The Myth Of Abused Becoming Abusers

I mentioned briefly yesterday the myth of those who are abused in childhood becoming abusers themselves. This myth was particularly vicious towards those who were sexually abused.

If you go and research current literature, the original study on this topic was — to be polite — seriously flawed. When more rigorous studies were undertaken, the myth was rather thoroughly discredited.

Today, it is generally accepted that — particularly for males — there is only about a ten percent rate of those sexually abused becoming abusers themselves. There are some studies that show that victims of other types of abuse (physical, mental) may have about a thirty percent rate of becoming abusers.

That said, the sexual or other abuse is not the prime indicator. The other factors that seem to matter more are: the sexual or other abuse being done by a female; maternal neglect; exposure to serious/extreme violence on a regular basis; and, lack of support.

This is a topic I promised someone I would cover, and am glad to do it. Frankly, the myth of those sexually abused — particularly males — becoming abusers has done extreme damage. It has adversely impacted reporting as well as getting help to cope with the abuse. It continues to create prejudice that has and can hound people (male and female) out of social organizations, churches, and even employment. The ignorant bigotry of this myth continues to hamper helping those who need it, as well as research on the topic.

With all the coverage of Epstein, this has come out even from people who should (or do) know better. Along with the mis-labelling of Epstein, rather than focusing on helping victims of pedophiles and ephebophiles, a good bit of the coverage and commentary is focused on sensationalism and poor information. That can cause problems for those who are victims of sexual abuse.
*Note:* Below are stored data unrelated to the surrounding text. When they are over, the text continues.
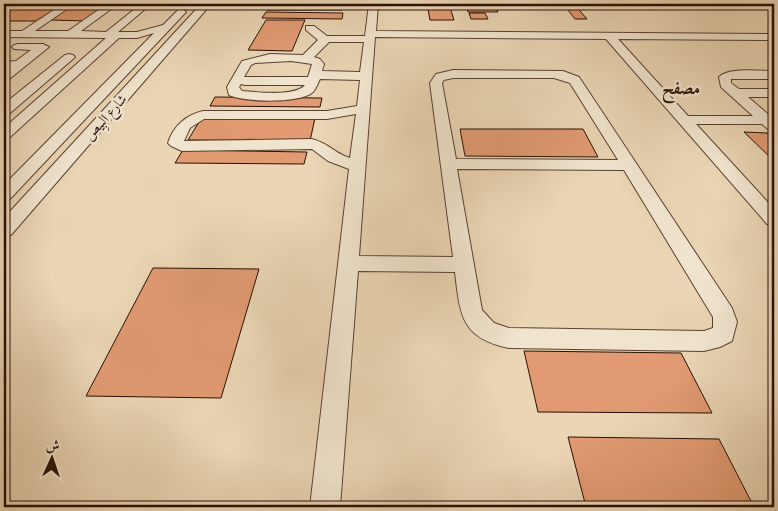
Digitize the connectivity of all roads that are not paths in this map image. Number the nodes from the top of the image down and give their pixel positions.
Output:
1 (8, 4) edge
2 (69, 4) edge
3 (113, 4) edge
4 (146, 4) edge
5 (189, 4) edge
6 (206, 4) edge
7 (373, 4) edge
8 (4, 6) edge
9 (166, 27) junction
10 (310, 28) dead end
11 (4, 34) edge
12 (24, 34) junction
13 (66, 34) junction
14 (112, 34) junction
15 (137, 35) junction
16 (369, 36) junction
17 (609, 36) junction
18 (774, 37) edge
19 (324, 39) junction
20 (151, 43) junction
21 (4, 47) edge
22 (44, 48) junction
23 (69, 57) dead end
24 (308, 59) junction
25 (4, 65) edge
26 (19, 65) junction
27 (242, 70) junction
28 (774, 75) edge
29 (315, 76) junction
30 (365, 76) junction
31 (4, 77) edge
32 (736, 93) junction
33 (774, 94) edge
34 (362, 108) junction
35 (4, 111) edge
36 (327, 115) junction
37 (685, 120) junction
38 (772, 123) edge
39 (4, 135) edge
40 (320, 146) junction
41 (448, 164) junction
42 (629, 165) junction
43 (356, 166) junction
44 (4, 195) edge
45 (767, 203) edge
46 (774, 220) edge
47 (4, 230) edge
48 (348, 263) junction
49 (463, 265) junction
50 (325, 507) edge

1 - 8 street
2 - 12 street
3 - 13 street
4 - 14 street
5 - 9 street, شارع البِيص
6 - 47 street, شارع البِيص
7 - 16 street
9 - 15 street
9 - 20 street, شارع البِيص
10 - 19 street
11 - 12 street
12 - 13 street
13 - 14 street
13 - 22 street
14 - 15 street
14 - 39 street
15 - 20 street
16 - 17 street
16 - 19 street
16 - 30 street
17 - 18 street
17 - 37 street
19 - 24 street
20 - 44 street, شارع البِيص
21 - 22 street
22 - 26 street
23 - 35 street
24 - 27 street
24 - 29 street
25 - 26 street
26 - 31 street
27 - 29 street
27 - 29 street
28 - 32 street
29 - 30 street
30 - 34 street
32 - 33 street
32 - 38 street
34 - 36 street
34 - 43 street
36 - 40 street
36 - 40 street
37 - 38 street
37 - 45 street
40 - 43 street
41 - 42 street
41 - 42 street
41 - 49 street
42 - 49 street
43 - 48 street
45 - 46 street
48 - 49 street
48 - 50 street

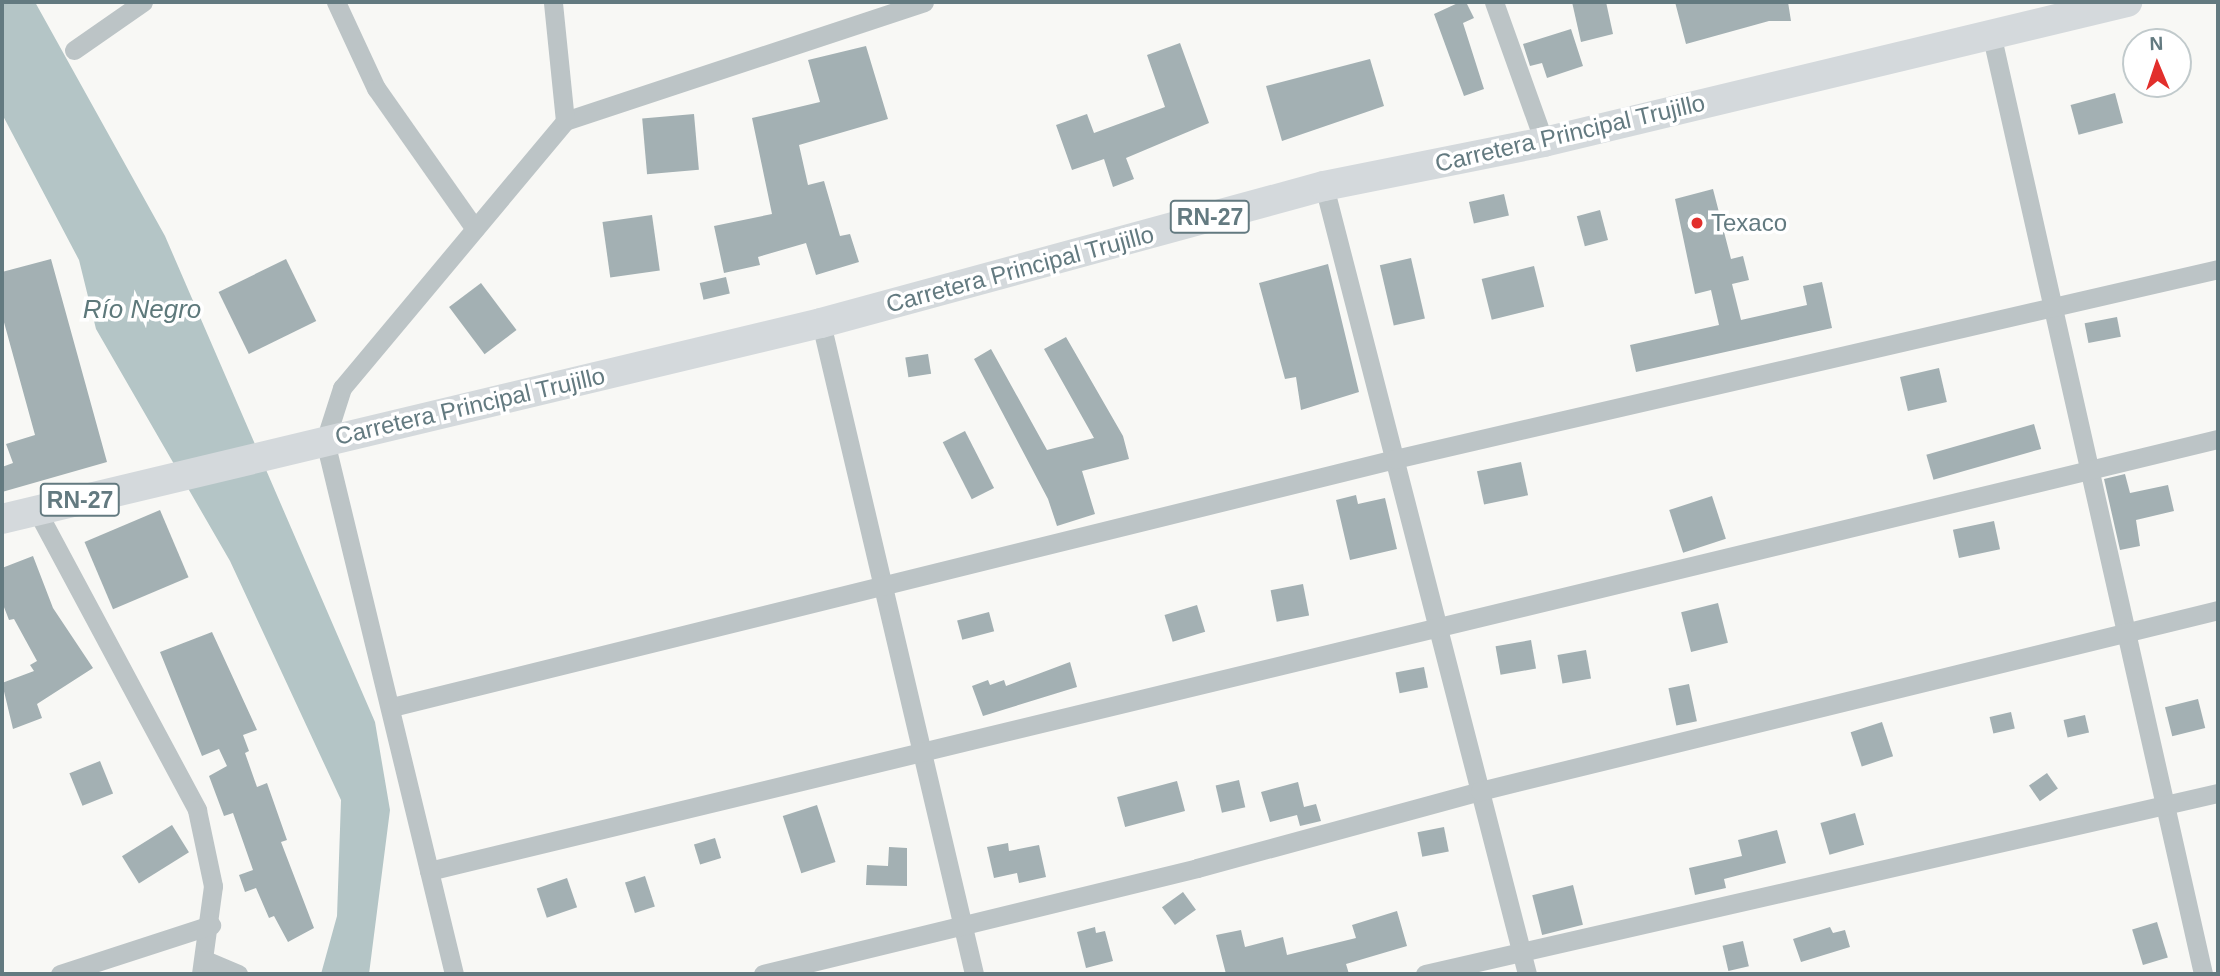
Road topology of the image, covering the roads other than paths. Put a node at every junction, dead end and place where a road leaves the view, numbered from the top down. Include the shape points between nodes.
1 (143, 2) edge
2 (335, 2) edge
3 (553, 2) edge
4 (925, 2) edge
5 (1494, 2) edge
6 (2127, 2) edge
7 (1991, 33) junction
8 (74, 50) dead end
9 (565, 121) junction
10 (1544, 142) junction
11 (1324, 186) junction
12 (475, 229) junction
13 (2218, 269) edge
14 (2056, 309) junction
15 (821, 323) junction
16 (2218, 439) edge
17 (311, 443) junction
18 (1395, 459) junction
19 (2085, 471) junction
20 (37, 511) junction
21 (2, 519) edge
22 (882, 583) junction
23 (2218, 610) edge
24 (1439, 631) junction
25 (2123, 633) junction
26 (392, 708) junction
27 (922, 751) junction
28 (1480, 791) junction
29 (2218, 793) edge
30 (2162, 806) junction
31 (429, 871) junction
32 (211, 925) junction
33 (963, 926) junction
34 (1521, 950) junction
35 (203, 967) edge
36 (2205, 973) edge
37 (60, 974) edge
38 (238, 974) edge
39 (454, 974) edge
40 (763, 974) edge
41 (974, 974) edge
42 (1425, 974) edge
43 (1527, 974) edge

1 - 8 street
2 - 12 street via 376,88
3 - 9 street
4 - 9 street
5 - 10 street
6 - 7 main road, Carretera Principal Trujillo / RN-27
7 - 10 main road, Carretera Principal Trujillo / RN-27
7 - 14 street
9 - 12 street
10 - 11 main road, Carretera Principal Trujillo / RN-27
11 - 15 main road, Carretera Principal Trujillo / RN-27
11 - 18 street
12 - 17 street via 342,388
13 - 14 street
14 - 18 street
14 - 19 street
15 - 17 main road, Carretera Principal Trujillo / RN-27
15 - 22 street
16 - 19 street
17 - 20 main road, Carretera Principal Trujillo / RN-27
17 - 26 street
18 - 22 street
18 - 24 street
19 - 24 street
19 - 25 street
20 - 21 main road, RN-27
20 - 32 street via 197,810 213,886
22 - 26 street
22 - 27 street
23 - 25 street
24 - 27 street
24 - 28 street
25 - 28 street
25 - 30 street
26 - 31 street
27 - 31 street
27 - 33 street
28 - 33 street
28 - 34 street
29 - 30 street
30 - 34 street
30 - 36 street
31 - 39 street
32 - 35 street
32 - 37 street
33 - 40 street
33 - 41 street
34 - 42 street
34 - 43 street
35 - 38 street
As noted before, however, I don’t expect accuracy or precision out of the media or pundit classes.

I will probably create a page for citations related to this and other sexual abuse information, but for now here is a brief start on links and citations pertaining to this myth.

Outcome following child sexual abuse

Myth of the abused becoming abusers

Myths and facts about male sexual abuse and assault

Development of sexually abusive behavior in sexually victimized males

There is more to come. In today’s politicized environment, I am concerned that solid research on the topic of sexual abuse/other abuse (especially as it pertains to males) will become impossible. Why? I attended last year an event where the field leaders of a major non-profit involved with helping victims of domestic violence, abuse, etc. talked. Those field leaders made very clear that women were always victims, women never lied about rape or abuse, women never committed such crimes unless forced to by a male, and even males who were victims were perpetrators.

This is a mindset that is rather entrenched in social services (which is heavy SJW to start). It is why I would recommend strongly that any male who is a victim of sexual abuse, sexual assault, domestic violence, or other abuse be extremely careful about using public organizations or services. My recommendation is to find a good therapist, as they can help you navigate services to avoid such bigotry.

Also, if you are a victim of childhood abuse — sexual or otherwise — I will recommend finding a local chapter of Adult Survivors of Childhood Abuse. It is a good organization that provides self-help meetings around the country. While it is heavily formalized, there are good reasons for that. If you are in Indianapolis, however, and male, I can’t recommend the local group as it is hosted by the organization referenced above. Until another group is started that is not associated with that particular non-profit, there’s not a lot of help for male victims in Indianapolis.

This is a personal topic for me. I’ve known many male and female survivors of childhood and adult abuse. Talking with the victims of childhood abuse, particularly given the intense coverage of Epstein, is an interesting experience. If you are a victim or current or past abuse, please do reach out and get help. You are not alone.